Saved data entries:
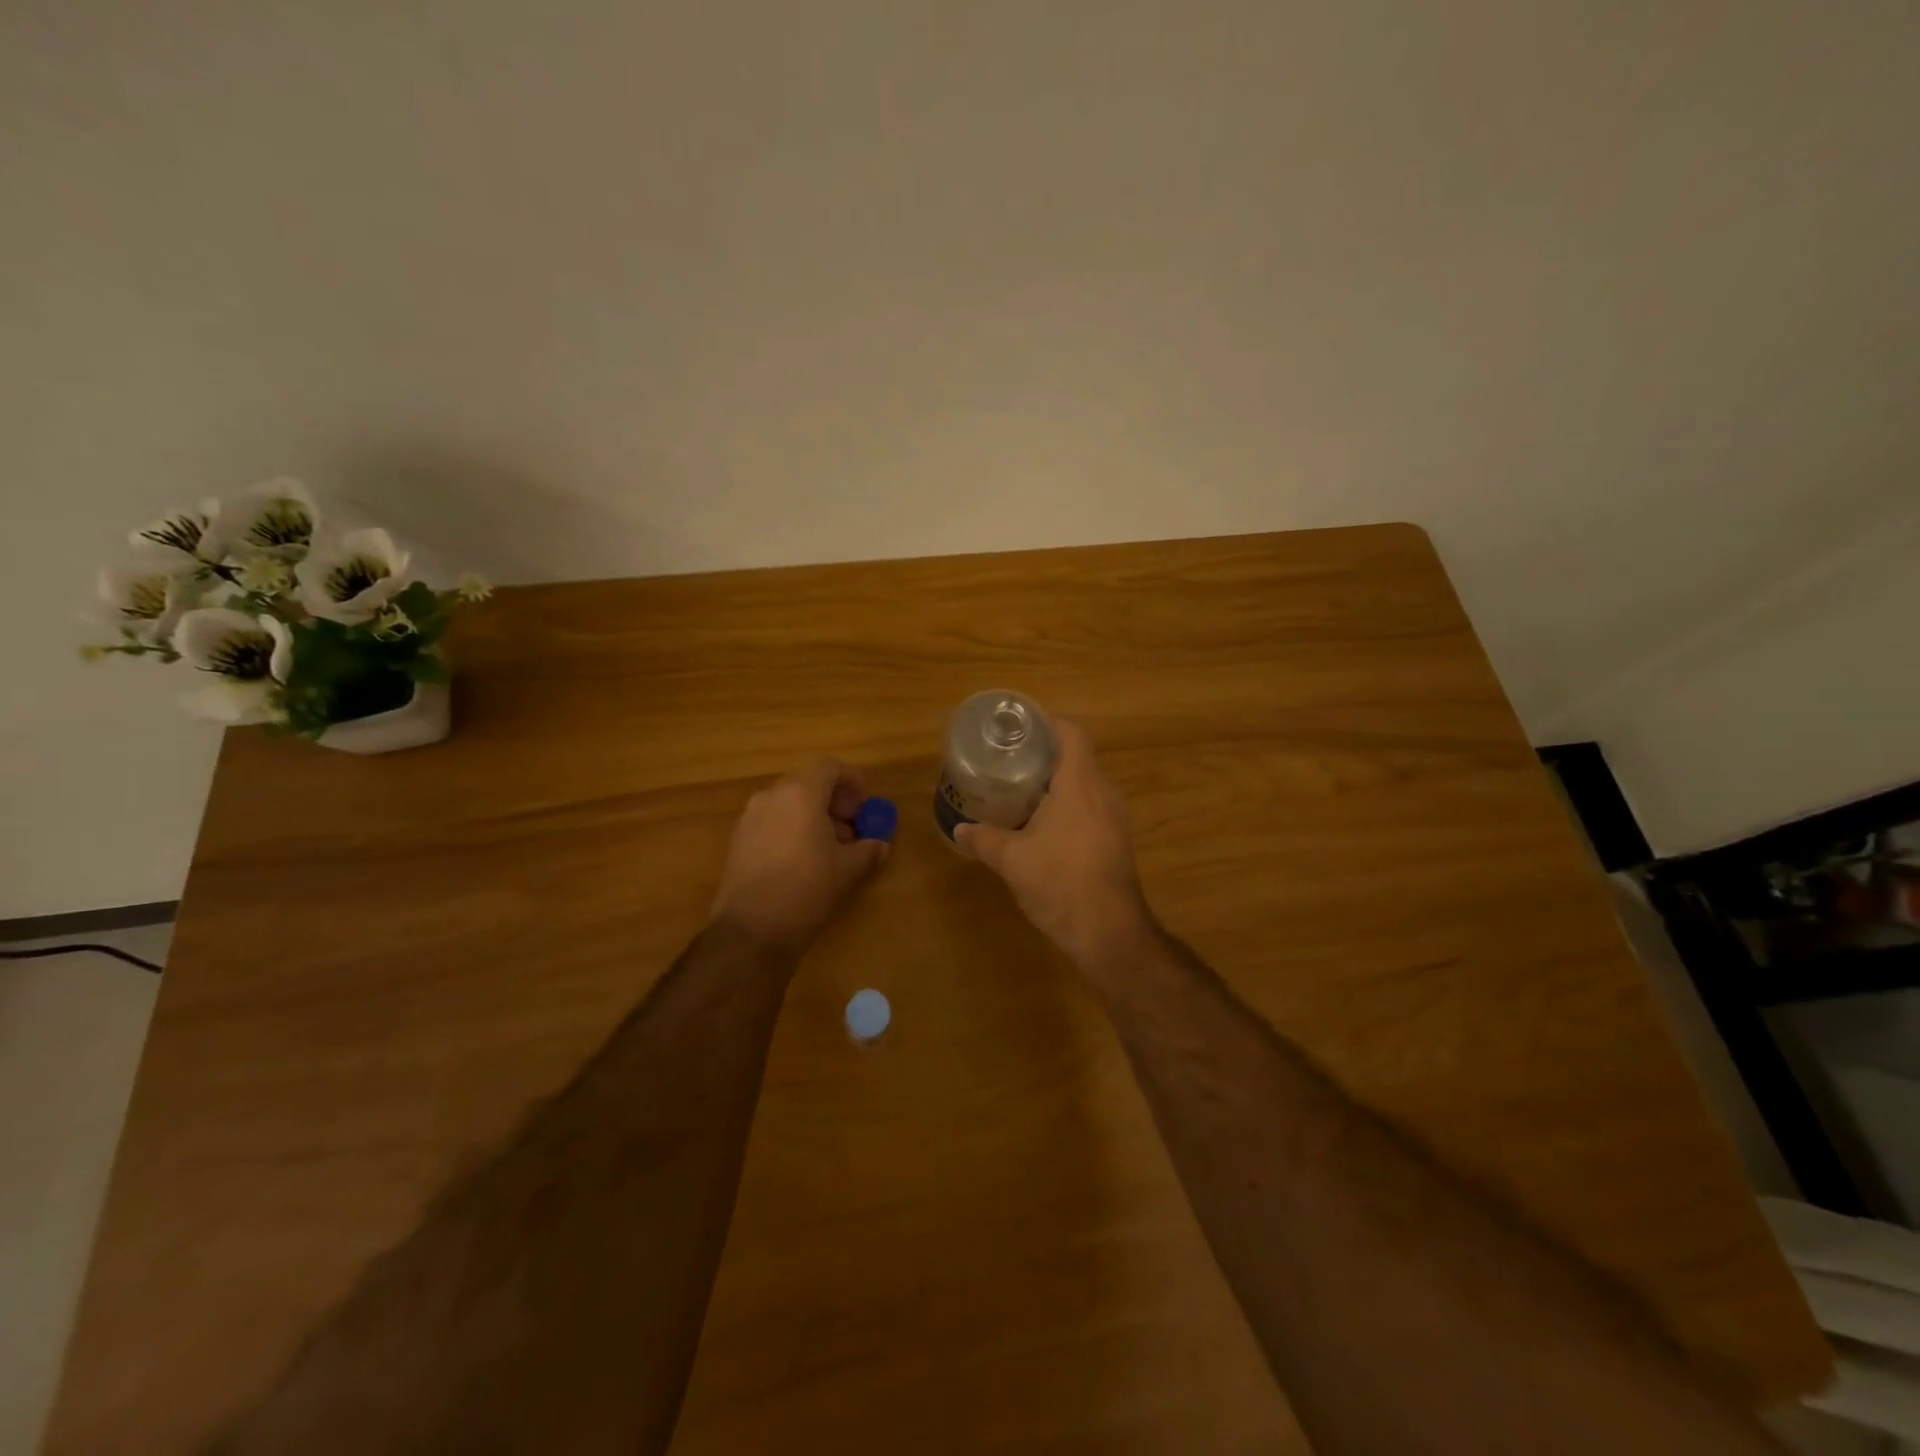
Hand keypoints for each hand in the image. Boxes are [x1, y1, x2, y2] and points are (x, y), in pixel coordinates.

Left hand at [711, 759, 888, 957]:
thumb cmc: (807, 889)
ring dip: (813, 815)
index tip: (864, 805)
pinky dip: (792, 828)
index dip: (851, 780)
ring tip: (831, 848)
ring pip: (789, 802)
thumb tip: (880, 844)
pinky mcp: (738, 839)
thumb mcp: (848, 869)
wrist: (751, 930)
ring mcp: (750, 817)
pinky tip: (804, 860)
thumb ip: (868, 849)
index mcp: (800, 793)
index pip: (829, 767)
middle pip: (807, 783)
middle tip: (852, 827)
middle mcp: (771, 796)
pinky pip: (772, 820)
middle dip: (834, 801)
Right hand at [955, 719, 1153, 968]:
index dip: (1047, 722)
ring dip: (1055, 783)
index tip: (1019, 727)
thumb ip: (983, 839)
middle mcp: (1103, 793)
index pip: (1072, 732)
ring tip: (1020, 791)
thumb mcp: (1011, 860)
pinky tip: (1042, 826)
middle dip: (1043, 755)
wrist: (1109, 932)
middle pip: (1077, 757)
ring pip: (1084, 784)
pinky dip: (1066, 806)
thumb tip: (959, 830)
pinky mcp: (1116, 840)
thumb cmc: (1060, 883)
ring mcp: (1114, 818)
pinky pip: (1090, 808)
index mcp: (1080, 784)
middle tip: (1009, 760)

THE TASK: Could you reproduce all of the data above exactly and skip any image?

RESULT OF THIS TASK:
Hand keypoints for each hand in the image. Boxes are [x1, y1, x2, y2] and points are (x, y), in pixel coordinates.

Left hand at [711, 759, 888, 957]:
thumb cmc: (807, 889)
ring dip: (813, 815)
index tip: (864, 805)
pinky dip: (792, 828)
index dip: (851, 780)
ring tip: (831, 848)
ring pip: (789, 802)
thumb tip: (880, 844)
pinky mcp: (738, 839)
thumb mcp: (848, 869)
wrist: (751, 930)
ring mcp: (750, 817)
pinky tip: (804, 860)
thumb ip: (868, 849)
index mcp: (800, 793)
index pip: (829, 767)
middle pip: (807, 783)
middle tip: (852, 827)
middle mcp: (771, 796)
pinky pip: (772, 820)
middle dip: (834, 801)
Right hand at [955, 719, 1153, 968]:
index dip: (1047, 722)
ring dip: (1055, 783)
index tip: (1019, 727)
thumb ip: (983, 839)
middle mcp: (1103, 793)
index pip: (1072, 732)
ring tip: (1020, 791)
thumb mcp: (1011, 860)
pinky tip: (1042, 826)
middle dip: (1043, 755)
wrist: (1109, 932)
middle pip: (1077, 757)
ring pip: (1084, 784)
pinky dip: (1066, 806)
thumb tip: (959, 830)
pinky mcp: (1116, 840)
thumb cmc: (1060, 883)
ring mcp: (1114, 818)
pinky pip: (1090, 808)
index mcp: (1080, 784)
middle tip: (1009, 760)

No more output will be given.